3. Why were modified LLC not used? They were shown to have better diagnostic accuracy than original (old ones). Please discuss. New LLC redefined imaging diagnosis according to the combined presence of a T1 criterion (presence of LGE or increased T1 mapping or extracellular volume values) and a T2 criterion (hyperintensity in T2 weighted STIR or increased T2 mapping values). Unfortunately in our hospital CMR mapping technique was not available. It is reported in the study limitations and specified in 4.3. paragraph.

4. I think the idea behind parvovirus-19 relation to infarct-like presentation is hypothetically explained by its predilection to endothelial cells, which may lead to endothelial dysfunction and vasospasm causing anginal symptoms with typical infarct-like ECG changes (Marholdt H et la. Circulation 2006) Added in discussion.

5. What are the potential clinical consequences of your results? Would it stop physicians from performing unnecessary angiograms? Probably not. Were there any differences in clinical follow-up? Duration of hospital stay, duration of symptoms, cardiac events? Please include in your analysis as the study is retrospective. This would add clinical value to your study.  In the study limitations is reported that no CMR follow-up examinations were considered to investigate any prognostic implications. It was not the aim of the study which was focused on CMR findings. Other studies (such as DOI: 10.1016/j.ijcard.2016.03.004) investigated the prognostic value of the infarct- and non-infarct like patterns. Duration of hospital stay and duration of symptoms are reported in the new table 1 showing baseline features of the patients.

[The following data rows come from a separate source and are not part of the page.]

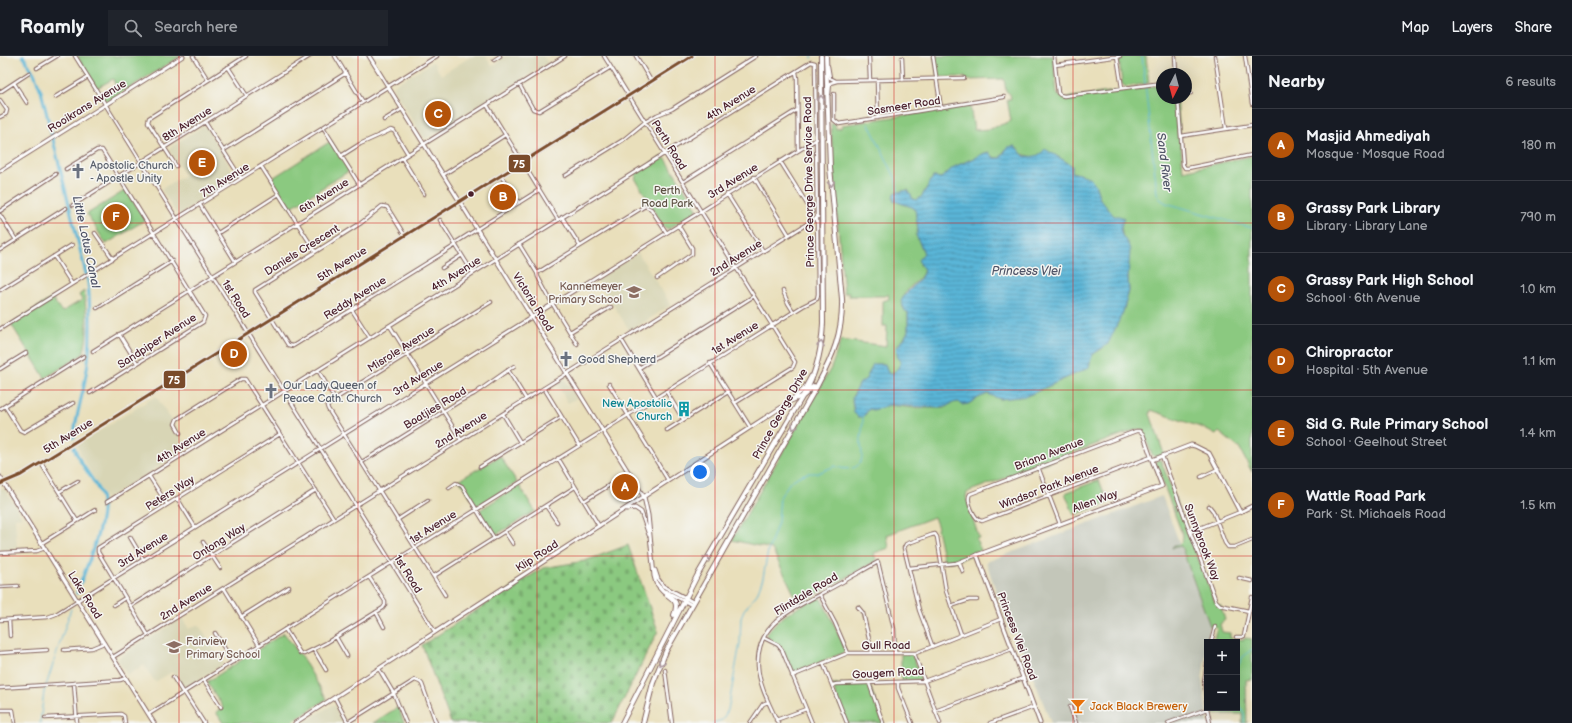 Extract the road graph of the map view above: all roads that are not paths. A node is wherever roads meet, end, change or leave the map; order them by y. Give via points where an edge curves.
1 (57, 56) edge
2 (75, 56) edge
3 (184, 56) edge
4 (193, 56) edge
5 (246, 56) edge
6 (310, 56) edge
7 (335, 56) edge
8 (369, 56) edge
9 (437, 56) edge
10 (500, 56) edge
11 (565, 56) edge
12 (604, 56) edge
13 (636, 56) edge
14 (692, 56) edge
15 (756, 56) edge
16 (821, 56) edge
17 (869, 56) edge
18 (933, 56) edge
19 (1054, 56) edge
20 (1118, 56) edge
21 (1175, 56) edge
22 (1215, 56) edge
23 (1245, 56) edge
24 (826, 58) edge
25 (902, 58) dead end
26 (494, 60) dead end
27 (814, 62) joint
28 (1055, 65) junction
29 (228, 67) junction
30 (611, 67) junction
31 (37, 68) dead end
32 (1176, 68) edge
33 (796, 72) junction
34 (29, 73) dead end
35 (346, 74) junction
36 (88, 77) junction
37 (964, 78) dead end
38 (937, 79) junction
39 (208, 80) junction
40 (870, 80) junction
41 (877, 80) junction
42 (903, 80) junction
43 (651, 81) junction
44 (836, 81) junction
45 (14, 83) junction
46 (519, 84) junction
47 (1156, 84) edge
48 (388, 87) junction
49 (1122, 88) junction
50 (0, 92) edge
51 (834, 94) dead end
52 (247, 96) junction
53 (629, 96) junction
54 (55, 97) dead end
55 (1004, 97) dead end
56 (0, 100) edge
57 (27, 102) dead end
58 (363, 102) junction
59 (106, 104) junction
60 (1178, 104) edge
61 (1252, 104) edge
62 (486, 105) junction
63 (828, 107) junction
64 (941, 108) junction
65 (402, 109) junction
66 (797, 110) junction
67 (0, 117) edge
68 (878, 118) junction
69 (384, 120) dead end
70 (205, 122) junction
71 (645, 122) junction
72 (1252, 125) edge
73 (323, 127) junction
74 (1226, 129) junction
75 (505, 135) junction
76 (1181, 136) junction
77 (817, 139) junction
78 (424, 144) junction
79 (164, 147) junction
80 (224, 150) junction
81 (798, 150) junction
82 (665, 153) junction
83 (408, 154) junction
84 (1252, 155) edge
85 (341, 156) junction
86 (402, 158) junction
87 (780, 161) junction
88 (142, 162) junction
89 (522, 162) junction
90 (176, 166) dead end
91 (262, 166) junction
92 (66, 169) dead end
93 (0, 171) edge
94 (56, 174) dead end
95 (443, 175) junction
96 (118, 176) junction
97 (501, 176) junction
98 (565, 176) dead end
99 (754, 177) junction
100 (241, 178) junction
101 (683, 182) junction
102 (359, 184) junction
103 (539, 190) junction
104 (279, 194) junction
105 (424, 194) dead end
106 (727, 194) junction
107 (460, 202) junction
108 (519, 203) junction
109 (200, 204) junction
110 (73, 205) dead end
111 (66, 208) dead end
112 (701, 210) junction
113 (0, 211) edge
114 (812, 212) dead end
115 (0, 215) edge
116 (818, 217) junction
117 (562, 218) junction
118 (177, 219) junction
119 (440, 220) dead end
120 (558, 220) junction
121 (297, 223) junction
122 (678, 225) junction
123 (476, 229) junction
124 (666, 232) junction
125 (96, 233) dead end
126 (154, 233) junction
127 (218, 233) junction
128 (789, 234) junction
129 (405, 236) junction
130 (16, 240) junction
131 (455, 244) junction
132 (519, 244) junction
133 (72, 245) dead end
134 (580, 246) junction
135 (0, 250) edge
136 (315, 251) junction
137 (763, 251) junction
138 (462, 255) junction
139 (54, 256) junction
140 (113, 259) junction
141 (496, 259) junction
142 (172, 261) junction
143 (235, 261) junction
144 (442, 268) dead end
145 (736, 268) junction
146 (473, 273) junction
147 (537, 273) junction
148 (212, 276) junction
149 (657, 278) dead end
150 (72, 284) junction
151 (0, 290) edge
152 (190, 290) junction
153 (783, 291) dead end
154 (754, 296) junction
155 (814, 301) joint
156 (491, 302) dead end
157 (552, 303) junction
158 (611, 306) dead end
159 (97, 308) dead end
160 (352, 310) junction
161 (793, 311) junction
162 (531, 316) junction
163 (271, 319) junction
164 (772, 325) junction
165 (390, 326) junction
166 (0, 329) edge
167 (570, 332) junction
168 (248, 333) junction
169 (119, 334) junction
170 (370, 338) junction
171 (621, 340) junction
172 (578, 344) dead end
173 (93, 351) dead end
174 (26, 353) dead end
175 (408, 354) junction
176 (84, 356) dead end
177 (137, 363) junction
178 (710, 363) junction
179 (817, 365) junction
180 (514, 366) dead end
181 (639, 368) junction
182 (0, 369) edge
183 (318, 370) junction
184 (508, 370) junction
185 (567, 373) junction
186 (822, 377) junction
187 (425, 383) junction
188 (609, 384) dead end
189 (544, 388) junction
190 (284, 391) junction
191 (666, 391) junction
192 (728, 392) junction
193 (90, 393) dead end
194 (803, 396) junction
195 (656, 397) junction
196 (335, 399) junction
197 (526, 399) junction
198 (788, 402) junction
199 (73, 403) dead end
200 (736, 403) junction
201 (262, 405) junction
202 (5, 406) junction
203 (0, 409) edge
204 (443, 411) junction
205 (502, 414) junction
206 (628, 415) junction
207 (561, 417) junction
208 (684, 420) junction
209 (750, 427) junction
210 (603, 430) junction
211 (667, 430) dead end
212 (1138, 430) joint
213 (180, 433) dead end
214 (280, 434) junction
215 (343, 434) junction
216 (461, 440) junction
217 (520, 442) junction
218 (579, 445) junction
219 (320, 448) junction
220 (1162, 456) junction
221 (558, 458) junction
222 (1152, 459) junction
223 (298, 462) junction
224 (362, 462) junction
225 (41, 463) junction
226 (480, 467) dead end
227 (1038, 467) junction
228 (1218, 469) junction
229 (629, 472) junction
230 (149, 476) junction
231 (0, 477) edge
232 (1201, 477) dead end
233 (668, 480) junction
234 (78, 481) dead end
235 (2, 483) edge
236 (576, 487) junction
237 (449, 488) dead end
238 (316, 490) junction
239 (379, 491) junction
240 (59, 492) junction
241 (968, 496) joint
242 (1049, 496) junction
243 (644, 497) junction
244 (177, 498) junction
245 (428, 500) dead end
246 (584, 501) junction
247 (107, 502) dead end
248 (167, 504) junction
249 (356, 505) junction
250 (546, 506) junction
251 (1209, 506) dead end
252 (1252, 506) edge
253 (476, 509) junction
254 (95, 510) dead end
255 (622, 511) junction
256 (1240, 512) junction
257 (334, 519) junction
258 (397, 520) junction
259 (77, 521) junction
260 (556, 522) dead end
261 (1217, 522) junction
262 (1060, 524) junction
263 (195, 526) junction
264 (599, 526) junction
265 (505, 532) junction
266 (1190, 532) junction
267 (130, 537) dead end
268 (650, 537) junction
269 (494, 538) junction
270 (1252, 540) edge
271 (203, 542) dead end
272 (42, 543) junction
273 (513, 544) dead end
274 (45, 548) junction
275 (416, 548) junction
276 (0, 553) edge
277 (212, 555) junction
278 (977, 555) junction
279 (144, 559) junction
280 (392, 562) junction
281 (959, 562) junction
282 (942, 564) junction
283 (220, 568) dead end
284 (654, 568) junction
285 (909, 568) junction
286 (963, 572) dead end
287 (434, 576) junction
288 (114, 577) junction
289 (369, 577) junction
290 (1239, 578) dead end
291 (1252, 581) edge
292 (18, 586) dead end
293 (0, 587) edge
294 (289, 587) dead end
295 (224, 588) junction
296 (660, 588) junction
297 (445, 594) dead end
298 (820, 595) junction
299 (1252, 597) edge
300 (125, 598) junction
301 (77, 600) junction
302 (685, 600) junction
303 (977, 600) dead end
304 (692, 604) junction
305 (114, 605) dead end
306 (131, 606) junction
307 (858, 606) dead end
308 (951, 606) junction
309 (1249, 611) junction
310 (376, 612) junction
311 (241, 617) junction
312 (0, 620) edge
313 (9, 620) junction
314 (1001, 620) junction
315 (671, 625) junction
316 (384, 627) dead end
317 (1215, 628) dead end
318 (285, 630) junction
319 (435, 632) junction
320 (216, 633) dead end
321 (961, 634) junction
322 (148, 635) junction
323 (10, 636) dead end
324 (336, 637) junction
325 (1236, 637) dead end
326 (764, 638) junction
327 (1213, 639) edge
328 (104, 643) junction
329 (259, 645) junction
330 (932, 645) junction
331 (1012, 649) junction
332 (47, 650) dead end
333 (64, 650) dead end
334 (314, 650) junction
335 (872, 652) junction
336 (895, 652) junction
337 (0, 653) edge
338 (848, 653) junction
339 (914, 653) junction
340 (347, 656) dead end
341 (113, 657) junction
342 (233, 662) junction
343 (823, 663) junction
344 (378, 669) junction
345 (326, 670) dead end
346 (665, 670) dead end
347 (792, 676) junction
348 (173, 677) dead end
349 (126, 678) junction
350 (1023, 678) junction
351 (204, 680) junction
352 (924, 681) junction
353 (898, 682) junction
354 (74, 683) junction
355 (869, 683) junction
356 (832, 685) junction
357 (0, 688) edge
358 (184, 693) junction
359 (394, 694) junction
360 (335, 698) junction
361 (768, 702) junction
362 (221, 707) dead end
363 (1034, 707) junction
364 (1070, 707) dead end
365 (806, 708) junction
366 (1204, 708) edge
367 (0, 710) edge
368 (935, 711) junction
369 (1208, 711) edge
370 (149, 714) junction
371 (76, 717) junction
372 (45, 718) dead end
373 (777, 722) edge
374 (15, 723) edge
375 (77, 723) edge
376 (125, 723) edge
377 (154, 723) edge
378 (204, 723) edge
379 (295, 723) edge
380 (348, 723) edge
381 (406, 723) edge
382 (436, 723) edge
383 (622, 723) edge
384 (643, 723) edge
385 (672, 723) edge
386 (750, 723) edge
387 (812, 723) edge
388 (847, 723) edge
389 (882, 723) edge
390 (912, 723) edge
391 (940, 723) edge
392 (990, 723) edge
393 (1040, 723) edge
394 (1076, 723) edge
395 (1168, 723) edge
396 (1210, 723) edge

1 - 31 street
2 - 36 street, 1st Road
3 - 59 street, Rooikrans Avenue
4 - 39 street
5 - 29 street
6 - 52 street, 8th Avenue
7 - 35 street
8 - 48 street, Victoria Road
9 - 48 street, 7th Avenue
10 - 26 street
11 - 46 street, 6th Avenue
12 - 30 street, Perth Road
13 - 43 street
14 - 43 main road, 5th Avenue
15 - 71 street via 672,109
179 -> 16 main road, Prince George Drive via 823,323
17 - 40 street
18 - 38 street
19 - 28 street
20 - 28 street
20 - 49 street
21 - 32 street
22 - 74 street
23 - 61 street
24 - 44 street via 830,77
24 - 63 main road, Prince George Drive
25 - 42 street
27 - 33 street, 4th Avenue
27 - 77 street, Prince George Drive Service Road
28 - 49 street via 1060,95
29 - 39 street
29 - 52 street
30 - 46 street via 539,111 534,110
30 - 53 street, Perth Road
33 - 66 street
33 - 82 street, 4th Avenue
34 - 45 street
35 - 58 street
35 - 80 street
36 - 54 street
36 - 59 street, 1st Road
37 - 38 street
38 - 42 street
38 - 64 street
39 - 79 street via 149,118 148,122
40 - 41 street
40 - 44 street
41 - 42 street
41 - 68 street
43 - 53 main road, 5th Avenue
44 - 63 street via 830,84
45 - 50 street
45 - 57 street
46 - 62 street, 6th Avenue
47 - 49 street
48 - 58 street, 7th Avenue
48 - 65 street, Victoria Road
51 - 68 street, Sasmeer Road via 834,120 837,124
52 - 70 street, 8th Avenue
53 - 71 street, Perth Road
53 - 89 main road, 5th Avenue
55 - 64 street, Sasmeer Road
56 - 67 street via 7,110 6,114
58 - 73 street, 7th Avenue
59 - 88 street, 1st Road
59 - 93 street, Rooikrans Avenue
60 - 76 street
62 - 75 street
62 - 78 street, 6th Avenue
63 -> 186 main road, Prince George Drive via 830,174 842,311 841,329
64 - 68 street, Sasmeer Road
65 - 69 street
65 - 78 street, Victoria Road
66 - 81 street
66 - 101 street
70 - 79 street, 8th Avenue
70 - 80 street
71 - 82 street, Perth Road
71 - 98 street via 623,140
72 - 74 street
73 - 85 street
73 - 91 street, 7th Avenue
74 - 76 street
75 - 89 street
75 - 95 street
76 - 84 street via 1185,168
77 - 81 street, 3rd Avenue
77 - 116 street, Prince George Drive Service Road
78 - 83 street, 6th Avenue
78 - 95 street, Victoria Road
79 - 88 street, 8th Avenue
79 - 90 street
80 - 100 street
81 - 87 street, 3rd Avenue
82 - 101 street, Perth Road
82 - 117 street, 4th Avenue
83 - 85 street via 391,130
83 - 86 street, 6th Avenue
85 - 102 street
86 - 102 street, 6th Avenue
86 - 105 street
87 - 99 street, 3rd Avenue
87 - 114 street
88 - 96 street, 8th Avenue
88 - 118 street, 1st Road
89 - 97 main road, 5th Avenue
89 - 103 street
91 - 100 street, 7th Avenue
91 - 104 street
92 - 96 street via 101,149
94 - 113 street
95 - 107 street, Victoria Road
96 - 110 street, 8th Avenue
96 - 126 street
97 - 107 main road, 5th Avenue
97 - 108 street
99 - 106 street, 3rd Avenue
99 - 128 street
100 - 109 street, 7th Avenue
101 - 112 street, Perth Road
102 - 121 street, 6th Avenue
103 - 108 street, Reddy Avenue
103 - 120 street
104 - 121 street
104 - 127 street
106 - 112 street, 3rd Avenue
106 - 137 street
107 - 123 street, Victoria Road
107 - 129 main road, 5th Avenue
108 - 123 street, Reddy Avenue
109 - 118 street, 7th Avenue
109 - 127 street
111 - 130 street
112 - 122 street, 3rd Avenue
112 - 145 street, Perth Road
115 - 130 street
116 - 128 street, 2nd Avenue
116 - 155 street, Prince George Drive Service Road via 818,296
117 - 120 street, 4th Avenue
117 - 134 street
118 - 126 street, 7th Avenue
118 - 148 street, 1st Road
119 - 131 street
120 - 132 street, 4th Avenue
121 - 136 street
121 - 143 street, 6th Avenue
122 - 124 street, 3rd Avenue
122 - 149 street via 692,248 692,254
123 - 131 street, Reddy Avenue
123 - 141 street, Victoria Road
124 - 134 street via 651,209 645,206
124 - 157 street, 3rd Avenue
125 - 140 street
126 - 140 street, 7th Avenue
126 - 142 street
127 - 143 street
128 - 137 street, 2nd Avenue
129 - 136 street, Daniels Crescent via 386,206 382,206 361,223
129 - 163 main road, 5th Avenue
130 - 135 street
131 - 138 street
131 - 160 street, Reddy Avenue
132 - 141 street, 4th Avenue
132 - 147 street
133 - 139 street
134 - 147 street
136 - 163 street, Daniels Crescent via 255,290
137 - 145 street, 2nd Avenue
138 - 144 street
138 - 146 street
139 - 150 street
139 - 151 street
140 - 150 street, 7th Avenue
141 - 146 street, 4th Avenue
141 - 162 street, Victoria Road
142 - 152 street
142 - 159 street
143 - 148 street, 6th Avenue
145 - 154 street, Perth Road
145 - 171 street, 2nd Avenue
146 - 165 street, 4th Avenue
147 - 157 street
148 - 152 street, 6th Avenue
148 - 168 street, 1st Road
150 - 166 street, 7th Avenue
152 - 169 street, 6th Avenue
152 - 177 street, Sandpiper Avenue via 204,312 204,320
153 - 161 street
154 - 164 street, Perth Road
154 - 181 street
155 - 161 street, 1st Avenue
156 - 175 street, Misrole Avenue
157 - 162 street, 3rd Avenue
157 - 167 street
158 - 167 street
160 - 163 street, Reddy Avenue via 291,346
160 - 170 street
161 - 164 street, 1st Avenue
162 - 185 street, Victoria Road
162 - 187 street, 3rd Avenue
163 - 168 main road, 5th Avenue
164 - 178 street, 1st Avenue
164 - 200 street, Perth Road via 795,364
165 - 170 street, 4th Avenue
165 - 175 street
167 - 172 street
168 - 190 street, 1st Road
168 - 225 main road, 5th Avenue
169 - 173 street, 6th Avenue
169 - 177 street
170 - 183 street, 4th Avenue
171 - 181 street
171 - 185 street, 2nd Avenue
174 - 182 street
175 - 187 street
175 - 196 street, Misrole Avenue
176 - 202 street
177 - 193 street, Sandpiper Avenue
178 - 191 street, 1st Avenue
178 - 192 street
179 - 194 main road, Prince George Drive
179 - 198 street, Klip Road via 804,389
180 - 184 street, Baatjies Road
181 - 195 street
183 - 190 street, 4th Avenue
183 - 196 street
184 - 197 street
184 - 204 street, Baatjies Road via 474,394
185 - 189 street, 2nd Avenue
185 - 210 street, Victoria Road
186 - 194 main road via 812,390
186 -> 304 main road, Prince George Drive
187 - 204 street
187 - 215 street, 3rd Avenue
188 - 206 street
189 - 197 street, 2nd Avenue
189 - 207 street
190 - 201 street, 4th Avenue
190 - 219 street, 1st Road
191 - 195 street, 1st Avenue
191 - 208 street
192 - 200 street
192 - 208 street
194 - 198 street, Klip Road
302 -> 194 main road, Prince George Drive
195 - 206 street, 1st Avenue
196 - 215 street via 327,408
197 - 205 street, 2nd Avenue
198 - 209 street, Klip Road
199 - 202 street via 24,432 20,430
200 - 209 street
201 - 213 street via 246,380 241,379 177,419 176,424
201 - 214 street
201 - 230 street, 4th Avenue
202 - 203 street
204 - 216 street
204 - 224 street, Baatjies Road
205 - 216 street, 2nd Avenue
205 - 217 street
206 - 210 street, 1st Avenue
206 - 233 street
207 - 217 street
207 - 218 street
208 - 211 street
209 - 233 street, Klip Road
210 - 218 street, 1st Avenue
210 - 229 street, Victoria Road
212 - 222 street, Allen Way via 1143,434
212 - 227 street, Briana Avenue
214 - 223 street
214 - 244 street, Peters Way
215 - 219 street, 3rd Avenue
215 - 224 street
216 - 239 street, 2nd Avenue
217 - 226 street
218 - 221 street, 1st Avenue
219 - 223 street, 3rd Avenue
219 - 249 street, 1st Road
220 - 222 street
220 - 228 street via 1195,446 1209,453
220 - 266 street, Sunnybrook Way
221 - 236 street
221 - 253 street, 1st Avenue
222 - 242 street, Windsor Park Avenue
222 - 262 street, Allen Way via 1162,486
223 - 238 street
223 - 263 street, 3rd Avenue
224 - 239 street
225 - 235 main road, 5th Avenue
225 - 240 street
227 - 241 street, Briana Avenue
227 - 242 street
228 - 232 street
228 - 256 street
229 - 243 street, Victoria Road
229 - 246 street
230 - 247 street, 4th Avenue
230 - 248 street
231 - 235 street, Lake Road
233 - 243 street, Klip Road
234 - 240 street
235 - 272 street, Lake Road
236 - 246 street
236 - 250 street
237 - 253 street via 456,484 462,486
238 - 257 street
238 - 277 street, Ontong Way
239 - 249 street, 2nd Avenue
239 - 258 street
240 - 259 street
241 - 242 street, Windsor Park Avenue via 976,518 980,521
242 - 262 street
243 - 255 street, Klip Road
243 - 268 street, Victoria Road
244 - 248 street, Peters Way
244 - 263 street
245 - 258 street
246 - 264 street
248 - 288 street, Peters Way via 98,548
249 - 257 street, 2nd Avenue
249 - 280 street, 1st Road
250 - 260 street
250 - 265 street
251 - 261 street
252 - 256 street
253 - 269 street
253 - 275 street, 1st Avenue
254 - 259 street
255 - 264 street, Klip Road
255 - 268 street via 633,508 640,511
256 - 261 street
257 - 295 street, 2nd Avenue
258 - 275 street
259 - 272 street
261 - 266 street
261 - 270 street via 1228,547
262 - 278 street, Allen Way
263 - 279 street, 3rd Avenue
264 - 319 street, Klip Road
265 - 269 street
265 - 273 street
266 - 309 street, Sunnybrook Way via 1218,603
267 - 279 street
268 - 284 street, Victoria Road
269 - 287 street
271 - 277 street
272 - 274 street, Lake Road
274 - 276 street via 37,551
274 - 301 street, Lake Road
275 - 280 street, 1st Avenue
275 - 287 street
277 - 283 street
277 - 306 street, Ontong Way
278 - 281 street
278 - 314 street, Princess Vlei Road
279 - 288 street, 3rd Avenue
280 - 289 street, 1st Avenue
280 - 319 street, 1st Road
281 - 282 street
281 - 286 street
282 - 285 street
282 - 285 street via 935,534 906,544
282 - 308 street
284 - 296 street, Victoria Road via 654,580
284 - 302 street, Victoria Road via 659,582
285 - 330 street via 919,610
287 - 297 street
288 - 300 street
288 - 301 street, 3rd Avenue
289 - 310 street via 385,603
289 - 318 street, 1st Avenue
290 - 291 street
292 - 293 street
294 - 311 street
295 - 311 street
295 - 322 street, 2nd Avenue
296 - 302 street, Victoria Road
296 - 315 main road via 676,602
298 - 326 street, Flintdale Road via 783,615
298 - 336 street, Flintdale Road via 878,562 894,629
298 - 338 street
299 - 309 street
300 - 305 street
300 - 306 street
301 - 313 street, 3rd Avenue via 51,617
301 - 328 street, Lake Road
302 - 304 street, Victoria Road
302 - 315 main road, Prince George Drive
303 - 308 street
304 -> 384 main road, Prince George Drive via 660,663
306 - 322 street
307 - 335 street via 863,613
308 - 321 street
309 - 325 street via 1243,637
310 - 316 street
310 - 324 street
311 - 329 street
312 - 313 street, 3rd Avenue
313 - 323 street
314 - 321 street, Gull Road
314 - 331 street, Princess Vlei Road
315 - 383 main road, Prince George Drive
317 - 327 street
318 - 329 street, 1st Avenue
318 - 334 street via 300,653
319 - 344 street, Klip Road
320 - 342 street
321 - 330 street, Gull Road
322 - 341 street, 2nd Avenue
324 - 334 street
324 - 340 street
326 - 347 street via 782,650
326 - 361 street, Flintdale Road via 759,650 758,666
328 - 333 street via 92,648
328 - 341 street, Lake Road
329 - 342 street, 1st Avenue
330 - 339 street, Gull Road
331 - 350 street, Princess Vlei Road
331 - 352 street, Gougem Road
332 - 337 street
334 - 345 street
335 - 336 street, Gull Road
335 - 338 street, Gull Road
336 - 339 street, Gull Road
338 - 343 street, Gull Road
339 - 352 street
341 - 349 street, Lake Road
342 - 351 street, 1st Avenue
343 - 347 street, Gull Road
343 - 356 street
344 - 359 street
344 - 360 street, Klip Road
346 - 385 street
347 - 365 street
348 - 358 street
349 - 354 street
349 - 370 street, Lake Road
350 - 363 street, Princess Vlei Road
350 - 368 street
351 - 358 street, 1st Avenue
351 - 362 street
352 - 353 street, Gougem Road
352 - 368 street
353 - 355 street, Gougem Road
353 - 390 street
354 - 357 street
354 - 371 street
355 - 356 street, Gougem Road
355 - 389 street
356 - 388 street
358 - 370 street, 1st Avenue
358 - 378 street
359 - 380 street
359 - 381 street
359 - 382 street via 413,681 420,682
360 - 379 street, Klip Road
360 - 380 street
361 - 373 street, Flintdale Road
361 - 386 street via 763,704
363 - 392 street
363 - 393 street, Princess Vlei Road
364 - 394 street
365 - 373 street
365 - 387 street
366 - 395 street
367 - 374 street via 13,710
368 - 391 street
369 - 396 street
370 - 377 street, Lake Road
371 - 372 street
371 - 375 street
371 - 376 street via 121,714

6. Finally - English needs improvement. For example Line 68 - we instead of were...etc. Corrected.

Round 2

Reviewer 1 Report

The authors have diligently incorporated additional information and made all necessary revisions to enhance the article; however, a minor mistake still remains on page 12, line 339, where the typo 'EF' reappears as 'FE'.

Reviewer 2 Report

The authors have addressed my concerns. I have no further comments.